Время от времени она прислушивается — отец читает в соседней комнате; иногда он покашливает, встает, ходит взад и вперед по комнате. Хорошо слышно постукивание его шлепанцев, тип-тап, тип-тап. Затем он садится в кресло, и старые пружины сердятся и ворчат. Отец, наверно, листает ее школьный атлас, изучает положение на фронтах. В такие моменты он похож на старого отставного генерала, который даже перед смертью не хочет оторваться от своей стратегии. Слышно, как он выколачивает пепел из трубки о край пепельницы; вот взбирается на стул и заводит стенные часы, и они бьют хриплым, глухим голосом, будто жалеют кого-то.

Среди ночи она кипятит чай на электрической плитке, слушает, как бурлит вода. Словно мурлычет старый ласковый кот, который ходит вокруг нее и трется о ноги, просит, чтобы она с ним поиграла. Потом одетая ложится на диван, закрывается одеялом. Когда засыпает, к ней приходят сны, переплетенные с тревожными мыслями, и вызваны они незнакомыми чувствами. Просыпается она вдруг от испуга — не случилось ли чего? — и некоторое время, растерянная, в страхе озирается.
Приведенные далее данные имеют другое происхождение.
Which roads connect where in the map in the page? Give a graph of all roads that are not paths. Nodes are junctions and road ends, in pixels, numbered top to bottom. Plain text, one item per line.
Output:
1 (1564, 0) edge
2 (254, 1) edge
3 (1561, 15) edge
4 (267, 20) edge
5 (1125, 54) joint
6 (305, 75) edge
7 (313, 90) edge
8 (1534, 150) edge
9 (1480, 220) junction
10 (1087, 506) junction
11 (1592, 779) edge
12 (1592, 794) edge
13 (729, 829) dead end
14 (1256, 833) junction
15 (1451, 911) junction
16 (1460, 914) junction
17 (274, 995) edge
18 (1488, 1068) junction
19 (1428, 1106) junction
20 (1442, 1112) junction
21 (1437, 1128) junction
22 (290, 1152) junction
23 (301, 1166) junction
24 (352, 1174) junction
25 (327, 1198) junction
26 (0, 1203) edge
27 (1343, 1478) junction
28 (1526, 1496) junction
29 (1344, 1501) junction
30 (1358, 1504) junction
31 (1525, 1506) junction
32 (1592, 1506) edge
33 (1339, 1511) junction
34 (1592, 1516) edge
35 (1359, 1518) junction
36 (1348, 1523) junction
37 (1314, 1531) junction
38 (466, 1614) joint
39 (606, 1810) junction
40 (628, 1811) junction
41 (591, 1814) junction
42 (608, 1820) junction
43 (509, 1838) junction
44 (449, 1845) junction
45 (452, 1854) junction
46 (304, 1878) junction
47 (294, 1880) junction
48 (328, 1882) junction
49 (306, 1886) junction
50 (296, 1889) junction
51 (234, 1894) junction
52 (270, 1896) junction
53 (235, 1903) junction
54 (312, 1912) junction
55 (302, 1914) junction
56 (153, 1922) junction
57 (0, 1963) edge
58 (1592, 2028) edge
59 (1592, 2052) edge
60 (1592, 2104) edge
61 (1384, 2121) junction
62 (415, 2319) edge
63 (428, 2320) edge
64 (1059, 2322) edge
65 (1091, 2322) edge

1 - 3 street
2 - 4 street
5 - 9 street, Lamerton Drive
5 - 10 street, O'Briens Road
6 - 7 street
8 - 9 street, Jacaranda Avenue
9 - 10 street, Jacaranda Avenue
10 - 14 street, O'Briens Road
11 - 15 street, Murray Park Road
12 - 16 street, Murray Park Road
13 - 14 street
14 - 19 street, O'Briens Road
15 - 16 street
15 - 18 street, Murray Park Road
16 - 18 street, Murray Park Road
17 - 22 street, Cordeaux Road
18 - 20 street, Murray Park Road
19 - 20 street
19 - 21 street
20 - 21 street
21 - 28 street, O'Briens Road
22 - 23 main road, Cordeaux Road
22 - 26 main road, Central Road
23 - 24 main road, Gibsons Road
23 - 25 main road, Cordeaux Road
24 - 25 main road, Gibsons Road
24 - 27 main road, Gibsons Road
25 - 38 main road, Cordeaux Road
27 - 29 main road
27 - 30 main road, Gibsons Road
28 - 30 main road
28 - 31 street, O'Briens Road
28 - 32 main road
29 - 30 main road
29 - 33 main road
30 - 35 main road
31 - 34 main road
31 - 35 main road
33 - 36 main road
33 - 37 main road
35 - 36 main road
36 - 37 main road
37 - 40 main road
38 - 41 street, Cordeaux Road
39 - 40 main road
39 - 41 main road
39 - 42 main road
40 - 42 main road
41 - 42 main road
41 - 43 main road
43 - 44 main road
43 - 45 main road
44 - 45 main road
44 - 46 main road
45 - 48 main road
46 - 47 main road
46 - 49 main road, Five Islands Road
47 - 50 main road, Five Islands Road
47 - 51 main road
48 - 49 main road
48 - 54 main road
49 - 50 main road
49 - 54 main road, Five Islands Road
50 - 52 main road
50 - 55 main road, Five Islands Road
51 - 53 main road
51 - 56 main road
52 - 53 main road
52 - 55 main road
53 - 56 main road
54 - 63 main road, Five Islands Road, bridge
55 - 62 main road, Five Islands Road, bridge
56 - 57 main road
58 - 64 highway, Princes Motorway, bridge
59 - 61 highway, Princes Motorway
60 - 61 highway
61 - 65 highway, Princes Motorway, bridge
Затем она старается взять себя в руки, успокоиться и даже улыбнуться. Иногда садится, складывает руки на коленях и отдается мягкому порханию теней, приходящих бог весть откуда и уносящих ее назад, в прошедшее.

Ее юностью был сад, особый мир, неясный и странный мир, где растут деревья и цветут цветы, где жизнь обновляется в вечном круговороте, всегда новая, всегда не такая, как прежде. Там вызревала клубника, но собирать ее можно было только тогда, когда отец определит, что она созрела. Там стоит деревянная беседка, когда-то выкрашенная в зеленый цвет, и в беседке — два старых плетеных кресла, круглый стол на железных ножках — они похожи на кошачьи лапки — и куча пустых цветочных горшков, вложенных один в другой. Это ее дом, ее мир, прибежище, тайный храм, из которого она наблюдает первые чудеса жизни, открывающиеся перед ней в игре света и теней, всегда поразительной, всегда возбуждающей. Это дом ее детства — кукла с закрывающимися глазами и застывшей приторной улыбкой, лохматый медведь, гримасничающая обезьяна. Тут же детская коляска, красный трехколесный велосипед со звонком, скакалка тоже с красными ручками, игрушечная кухонька с горшочками и кастрюлями, черпачками и ложками, со всеми вещицами, которыми она распоряжается, как взрослая хозяйка, — беспокойно снует от плиты к столу и вздыхает: «Ах, я совсем забыла про петрушку! Как я могла!» Когда обед готов, она несет его отцу. Отец улыбается. Мария чувствует, что он тронут. Должно быть, своими хлопотами по хозяйству она ему о чем-то напомнила. Вроде бы все так, как было, и тем не менее в прошлом. Она тоже уже не та, и ей не хотелось бы вернуться вспять, ей дорого богатство, которое она в себе чувствует, хоть музыка детских лет звучит так заманчиво. Мир ее расширил свои границы — из дома в беседку, из беседки в сад, из сада на улицу, затем в город. А теперь ей кажется, что он захватил весь земной шар. В мире, который она ощущает за жуткими событиями этих дней, сама себе она кажется беспомощной, оставаясь почти один на один с любовью, до которой не доросли еще ни сердце ее, ни разум, оставаясь с заботой, вселившейся в нее украдкой, без ведома отца и затмившей внезапно и полностью внутренний мир девочки, которая еще не знает, куда повернуть свою пусть маленькую, но — как она чувствует — особенную и драгоценную жизнь.